Articolo a cura di Giuseppe Bonan – Blog
“Estensione del dominio della lotta”: questo il titolo del romanzo d’esordio di Michel Houellebecq.
Il narratore/protagonista ci espone la propria vicenda di lavoratore per una ditta informatica. Tramite la sua attività viene affiancato o si ritrova a dover interagire con personaggi più o meno scomodi. Il nostro prova un disagio di fondo, dettato da un’idea per niente ottimistica della realtà che sta vivendo, e anzi denigrante la attuale società parigina e dei dintorni. Tale disagio lo porterà a quella che da pochi anni è definita una malattia, portandolo a cercare aiuto e rendendolo consapevole preda della stessa.Tuttavia, ne prova una insofferente noncuranza. Non avverte il senso di colpa che dovrebbe normalmente scaturire dalle proprie azioni.
Si tratta di un percorso attraverso una immaginaria spirale discendente che lo porterà a disprezzare la vita, ma senza ignorare per esempio meraviglie della natura, di cui tuttavia il protagonista ne è spettatore non proprio indifferente. Piuttosto, pare ammirarne la bellezza, essendo essa (la natura) forse l’unica forma di vita che non si presta a una condanna. Il protagonista è propenso comunque a una sorta di creatività che sviluppa attraverso la produzione di novelle “di argomento animale”, nelle quali espone proprie teorie filosofiche.

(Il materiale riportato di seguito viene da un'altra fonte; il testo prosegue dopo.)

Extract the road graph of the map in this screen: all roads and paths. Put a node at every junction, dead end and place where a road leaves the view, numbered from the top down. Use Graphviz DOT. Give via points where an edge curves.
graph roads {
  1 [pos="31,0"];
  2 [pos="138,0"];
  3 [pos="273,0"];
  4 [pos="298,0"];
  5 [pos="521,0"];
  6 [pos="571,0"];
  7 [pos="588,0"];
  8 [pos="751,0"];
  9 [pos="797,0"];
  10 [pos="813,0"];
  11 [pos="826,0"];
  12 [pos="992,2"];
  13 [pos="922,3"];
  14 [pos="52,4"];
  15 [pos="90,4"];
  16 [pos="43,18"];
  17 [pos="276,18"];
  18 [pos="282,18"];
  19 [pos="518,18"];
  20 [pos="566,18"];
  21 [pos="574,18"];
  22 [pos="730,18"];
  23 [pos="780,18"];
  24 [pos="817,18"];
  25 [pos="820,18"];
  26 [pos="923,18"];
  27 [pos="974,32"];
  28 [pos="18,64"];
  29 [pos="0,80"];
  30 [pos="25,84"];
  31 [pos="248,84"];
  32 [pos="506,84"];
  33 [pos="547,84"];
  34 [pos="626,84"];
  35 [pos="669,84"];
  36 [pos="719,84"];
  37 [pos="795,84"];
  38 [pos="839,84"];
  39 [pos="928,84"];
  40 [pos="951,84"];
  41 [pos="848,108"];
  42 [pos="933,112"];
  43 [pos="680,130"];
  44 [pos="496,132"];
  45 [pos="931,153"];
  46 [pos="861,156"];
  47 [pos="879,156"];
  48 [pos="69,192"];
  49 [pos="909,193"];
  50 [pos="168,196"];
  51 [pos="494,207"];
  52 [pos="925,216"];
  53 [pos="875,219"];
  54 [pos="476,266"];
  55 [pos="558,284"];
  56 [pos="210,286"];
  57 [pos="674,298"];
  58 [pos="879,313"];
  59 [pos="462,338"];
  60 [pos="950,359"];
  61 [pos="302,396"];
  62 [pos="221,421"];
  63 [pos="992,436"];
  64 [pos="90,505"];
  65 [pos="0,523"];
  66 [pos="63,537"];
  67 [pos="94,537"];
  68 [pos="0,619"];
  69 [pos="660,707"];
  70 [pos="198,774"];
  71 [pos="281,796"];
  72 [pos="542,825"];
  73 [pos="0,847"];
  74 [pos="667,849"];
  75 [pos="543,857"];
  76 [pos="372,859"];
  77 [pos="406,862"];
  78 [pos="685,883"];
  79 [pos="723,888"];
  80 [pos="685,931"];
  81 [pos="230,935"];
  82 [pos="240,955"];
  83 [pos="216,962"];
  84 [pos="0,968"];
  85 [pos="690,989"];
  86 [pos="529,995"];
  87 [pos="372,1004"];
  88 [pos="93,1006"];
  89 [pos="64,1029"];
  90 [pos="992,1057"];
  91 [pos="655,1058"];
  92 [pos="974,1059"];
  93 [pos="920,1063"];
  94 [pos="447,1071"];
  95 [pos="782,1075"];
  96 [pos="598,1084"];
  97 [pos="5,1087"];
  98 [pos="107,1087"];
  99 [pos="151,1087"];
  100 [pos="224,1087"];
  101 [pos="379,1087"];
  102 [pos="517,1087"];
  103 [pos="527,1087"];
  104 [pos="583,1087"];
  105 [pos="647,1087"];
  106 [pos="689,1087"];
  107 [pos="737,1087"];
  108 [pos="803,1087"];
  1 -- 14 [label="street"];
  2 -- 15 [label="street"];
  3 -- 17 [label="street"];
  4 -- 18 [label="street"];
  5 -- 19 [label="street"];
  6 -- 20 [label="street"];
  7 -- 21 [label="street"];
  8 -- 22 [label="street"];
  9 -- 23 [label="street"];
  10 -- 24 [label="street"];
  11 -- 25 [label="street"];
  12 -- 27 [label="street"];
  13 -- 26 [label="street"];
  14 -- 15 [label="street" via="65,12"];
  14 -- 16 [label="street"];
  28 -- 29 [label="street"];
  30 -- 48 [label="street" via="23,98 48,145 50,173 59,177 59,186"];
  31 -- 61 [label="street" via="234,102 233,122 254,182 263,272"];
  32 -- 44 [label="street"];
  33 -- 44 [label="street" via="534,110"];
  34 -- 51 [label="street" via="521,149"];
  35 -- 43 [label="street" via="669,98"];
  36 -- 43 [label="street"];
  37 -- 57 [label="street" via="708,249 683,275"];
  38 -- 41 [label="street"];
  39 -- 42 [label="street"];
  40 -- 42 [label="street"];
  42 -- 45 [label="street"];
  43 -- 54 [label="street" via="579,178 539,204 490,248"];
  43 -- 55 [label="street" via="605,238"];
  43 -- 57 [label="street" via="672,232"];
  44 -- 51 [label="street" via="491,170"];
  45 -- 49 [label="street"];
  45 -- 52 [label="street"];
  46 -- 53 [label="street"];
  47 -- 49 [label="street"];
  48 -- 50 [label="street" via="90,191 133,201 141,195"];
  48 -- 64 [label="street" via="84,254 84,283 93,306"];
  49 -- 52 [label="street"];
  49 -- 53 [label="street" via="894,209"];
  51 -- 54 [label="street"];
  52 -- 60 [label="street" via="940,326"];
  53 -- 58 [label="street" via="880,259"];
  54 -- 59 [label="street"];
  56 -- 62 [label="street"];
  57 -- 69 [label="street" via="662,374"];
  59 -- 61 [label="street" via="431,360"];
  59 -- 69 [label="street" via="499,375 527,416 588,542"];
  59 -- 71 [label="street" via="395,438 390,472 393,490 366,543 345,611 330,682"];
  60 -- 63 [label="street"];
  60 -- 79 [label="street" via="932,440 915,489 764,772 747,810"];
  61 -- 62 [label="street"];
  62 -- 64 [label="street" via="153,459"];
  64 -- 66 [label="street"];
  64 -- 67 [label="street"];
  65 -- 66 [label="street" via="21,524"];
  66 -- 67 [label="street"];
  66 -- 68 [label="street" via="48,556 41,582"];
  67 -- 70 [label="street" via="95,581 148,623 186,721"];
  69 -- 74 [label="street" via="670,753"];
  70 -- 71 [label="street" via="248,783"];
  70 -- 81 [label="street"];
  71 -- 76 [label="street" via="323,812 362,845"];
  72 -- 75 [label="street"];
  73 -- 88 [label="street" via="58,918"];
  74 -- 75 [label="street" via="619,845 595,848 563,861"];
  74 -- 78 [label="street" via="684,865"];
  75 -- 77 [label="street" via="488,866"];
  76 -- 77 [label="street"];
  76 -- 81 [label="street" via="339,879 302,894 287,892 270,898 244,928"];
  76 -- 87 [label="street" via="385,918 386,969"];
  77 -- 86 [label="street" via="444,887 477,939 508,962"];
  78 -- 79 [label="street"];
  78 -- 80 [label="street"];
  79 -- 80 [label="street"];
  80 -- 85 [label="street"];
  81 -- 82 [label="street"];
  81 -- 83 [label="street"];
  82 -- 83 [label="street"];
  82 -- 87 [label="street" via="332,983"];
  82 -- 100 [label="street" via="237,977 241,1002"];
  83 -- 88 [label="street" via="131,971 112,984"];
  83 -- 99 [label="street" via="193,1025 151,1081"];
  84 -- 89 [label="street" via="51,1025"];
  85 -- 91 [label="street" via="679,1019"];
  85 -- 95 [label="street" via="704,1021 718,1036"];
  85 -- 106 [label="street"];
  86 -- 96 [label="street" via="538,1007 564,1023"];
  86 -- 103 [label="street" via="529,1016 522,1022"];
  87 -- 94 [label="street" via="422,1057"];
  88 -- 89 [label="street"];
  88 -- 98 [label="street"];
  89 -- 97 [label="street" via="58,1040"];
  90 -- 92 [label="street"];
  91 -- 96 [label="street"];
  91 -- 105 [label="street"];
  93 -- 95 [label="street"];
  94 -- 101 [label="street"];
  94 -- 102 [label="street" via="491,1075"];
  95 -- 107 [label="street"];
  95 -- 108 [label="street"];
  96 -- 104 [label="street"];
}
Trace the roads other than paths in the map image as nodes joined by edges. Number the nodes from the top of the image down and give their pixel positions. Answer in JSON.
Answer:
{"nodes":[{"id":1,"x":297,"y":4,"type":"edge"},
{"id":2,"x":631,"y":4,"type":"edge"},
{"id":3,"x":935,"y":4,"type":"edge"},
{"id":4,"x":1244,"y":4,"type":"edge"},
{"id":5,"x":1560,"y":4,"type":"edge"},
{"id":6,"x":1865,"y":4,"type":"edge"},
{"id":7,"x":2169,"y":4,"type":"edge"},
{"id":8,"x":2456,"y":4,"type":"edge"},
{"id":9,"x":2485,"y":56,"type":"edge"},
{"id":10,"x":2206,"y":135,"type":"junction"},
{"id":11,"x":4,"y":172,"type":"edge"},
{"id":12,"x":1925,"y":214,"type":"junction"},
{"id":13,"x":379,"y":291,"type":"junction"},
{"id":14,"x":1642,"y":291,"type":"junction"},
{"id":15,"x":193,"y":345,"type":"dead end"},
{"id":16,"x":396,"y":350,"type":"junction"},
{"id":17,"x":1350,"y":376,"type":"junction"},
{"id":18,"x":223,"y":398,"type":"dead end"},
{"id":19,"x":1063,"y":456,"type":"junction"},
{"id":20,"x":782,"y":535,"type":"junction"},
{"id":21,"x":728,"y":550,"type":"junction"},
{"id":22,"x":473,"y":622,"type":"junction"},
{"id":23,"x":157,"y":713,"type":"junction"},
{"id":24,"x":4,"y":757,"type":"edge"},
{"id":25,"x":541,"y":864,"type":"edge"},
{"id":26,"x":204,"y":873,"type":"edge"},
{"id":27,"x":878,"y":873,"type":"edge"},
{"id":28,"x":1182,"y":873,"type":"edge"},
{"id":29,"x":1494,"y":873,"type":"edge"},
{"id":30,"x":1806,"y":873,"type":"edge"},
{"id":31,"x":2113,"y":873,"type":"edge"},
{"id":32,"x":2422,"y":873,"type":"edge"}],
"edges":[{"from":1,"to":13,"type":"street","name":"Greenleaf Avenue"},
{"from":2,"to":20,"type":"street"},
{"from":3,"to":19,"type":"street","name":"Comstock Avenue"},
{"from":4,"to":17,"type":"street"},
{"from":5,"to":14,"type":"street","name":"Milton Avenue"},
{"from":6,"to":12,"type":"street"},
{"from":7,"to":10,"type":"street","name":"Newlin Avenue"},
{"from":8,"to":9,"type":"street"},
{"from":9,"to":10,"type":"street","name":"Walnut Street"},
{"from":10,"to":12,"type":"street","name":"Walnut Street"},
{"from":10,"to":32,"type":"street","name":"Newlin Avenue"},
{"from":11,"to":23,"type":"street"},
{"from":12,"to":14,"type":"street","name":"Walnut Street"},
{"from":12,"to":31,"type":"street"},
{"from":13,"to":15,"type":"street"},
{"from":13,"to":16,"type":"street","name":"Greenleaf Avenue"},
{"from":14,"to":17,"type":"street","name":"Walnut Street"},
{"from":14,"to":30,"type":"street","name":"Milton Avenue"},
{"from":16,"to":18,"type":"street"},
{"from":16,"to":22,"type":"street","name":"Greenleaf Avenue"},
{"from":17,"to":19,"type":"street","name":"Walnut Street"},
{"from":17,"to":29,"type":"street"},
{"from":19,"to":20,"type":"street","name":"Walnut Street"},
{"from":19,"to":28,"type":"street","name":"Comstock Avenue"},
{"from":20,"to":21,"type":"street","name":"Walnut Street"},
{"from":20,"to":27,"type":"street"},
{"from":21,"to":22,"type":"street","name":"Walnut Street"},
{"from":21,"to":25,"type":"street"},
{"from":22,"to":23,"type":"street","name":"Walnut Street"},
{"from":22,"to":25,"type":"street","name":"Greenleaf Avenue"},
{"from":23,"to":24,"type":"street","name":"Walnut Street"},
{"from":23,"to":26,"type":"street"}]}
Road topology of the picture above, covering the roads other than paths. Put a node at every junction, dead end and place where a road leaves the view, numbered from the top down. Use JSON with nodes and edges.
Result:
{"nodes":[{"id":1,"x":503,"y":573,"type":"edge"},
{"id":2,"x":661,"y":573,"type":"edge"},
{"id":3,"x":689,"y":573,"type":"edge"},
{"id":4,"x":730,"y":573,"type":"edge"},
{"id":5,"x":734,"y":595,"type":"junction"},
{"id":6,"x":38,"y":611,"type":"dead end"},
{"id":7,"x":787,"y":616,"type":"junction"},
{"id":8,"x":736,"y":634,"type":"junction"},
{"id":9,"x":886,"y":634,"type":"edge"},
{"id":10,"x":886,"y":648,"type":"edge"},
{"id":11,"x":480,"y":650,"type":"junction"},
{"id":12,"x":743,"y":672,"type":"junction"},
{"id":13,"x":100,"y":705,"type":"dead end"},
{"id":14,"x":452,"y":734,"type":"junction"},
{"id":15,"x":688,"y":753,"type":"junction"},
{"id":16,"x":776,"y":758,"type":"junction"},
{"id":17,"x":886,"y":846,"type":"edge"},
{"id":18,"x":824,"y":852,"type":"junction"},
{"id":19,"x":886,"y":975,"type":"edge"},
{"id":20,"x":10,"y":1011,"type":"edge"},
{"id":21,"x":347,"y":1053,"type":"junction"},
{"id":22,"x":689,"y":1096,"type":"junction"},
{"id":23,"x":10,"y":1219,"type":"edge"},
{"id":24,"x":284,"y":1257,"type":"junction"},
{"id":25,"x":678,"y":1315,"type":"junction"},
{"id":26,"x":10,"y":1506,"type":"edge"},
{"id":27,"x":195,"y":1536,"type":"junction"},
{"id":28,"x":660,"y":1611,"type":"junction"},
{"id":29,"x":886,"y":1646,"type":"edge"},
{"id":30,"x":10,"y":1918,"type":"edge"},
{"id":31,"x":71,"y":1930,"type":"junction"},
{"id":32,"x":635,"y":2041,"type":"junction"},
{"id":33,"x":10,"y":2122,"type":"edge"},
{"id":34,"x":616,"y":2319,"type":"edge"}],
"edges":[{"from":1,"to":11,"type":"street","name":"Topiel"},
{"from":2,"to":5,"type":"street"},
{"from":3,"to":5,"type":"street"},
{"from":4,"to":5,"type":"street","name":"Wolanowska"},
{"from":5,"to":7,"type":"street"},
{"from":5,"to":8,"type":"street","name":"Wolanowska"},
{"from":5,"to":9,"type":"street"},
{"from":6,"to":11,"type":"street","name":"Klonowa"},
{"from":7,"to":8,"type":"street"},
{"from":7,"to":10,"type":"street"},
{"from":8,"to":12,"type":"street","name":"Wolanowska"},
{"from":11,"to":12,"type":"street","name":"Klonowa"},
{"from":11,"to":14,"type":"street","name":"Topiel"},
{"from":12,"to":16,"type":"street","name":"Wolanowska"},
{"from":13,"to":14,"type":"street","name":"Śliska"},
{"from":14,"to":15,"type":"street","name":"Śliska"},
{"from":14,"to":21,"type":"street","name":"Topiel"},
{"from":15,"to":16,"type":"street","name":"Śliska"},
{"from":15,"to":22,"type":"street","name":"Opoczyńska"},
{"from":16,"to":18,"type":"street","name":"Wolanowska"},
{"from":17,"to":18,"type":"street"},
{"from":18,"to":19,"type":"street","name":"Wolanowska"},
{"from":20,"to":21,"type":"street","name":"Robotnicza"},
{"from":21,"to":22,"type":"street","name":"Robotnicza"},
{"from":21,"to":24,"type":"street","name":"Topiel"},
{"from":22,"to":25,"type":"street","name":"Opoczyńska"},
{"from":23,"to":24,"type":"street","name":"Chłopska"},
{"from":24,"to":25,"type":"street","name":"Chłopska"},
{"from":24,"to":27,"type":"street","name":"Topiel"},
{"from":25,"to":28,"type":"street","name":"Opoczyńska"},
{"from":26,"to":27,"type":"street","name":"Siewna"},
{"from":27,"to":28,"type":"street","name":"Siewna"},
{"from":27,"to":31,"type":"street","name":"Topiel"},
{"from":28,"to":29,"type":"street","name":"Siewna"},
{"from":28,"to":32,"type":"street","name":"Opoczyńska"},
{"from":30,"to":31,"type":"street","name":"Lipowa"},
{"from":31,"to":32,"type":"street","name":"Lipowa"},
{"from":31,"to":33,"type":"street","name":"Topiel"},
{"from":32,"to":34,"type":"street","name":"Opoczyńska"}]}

Forse, dando voce agli animali, certi pensieri risultano paradossalmente più “umani” – cioè più dotati di sensibilità. Il nostro, se ancora non s’era capito, disprezza la società e il sistema in cui vive in prima persona. Mi viene da pensare a “I demoni” di Dostoevskij, per la spietatezza di alcuni concetti, o al più recente “Bastogne” di Enrico Brizzi, per la violenza, seppure non compiuta ma ispirata.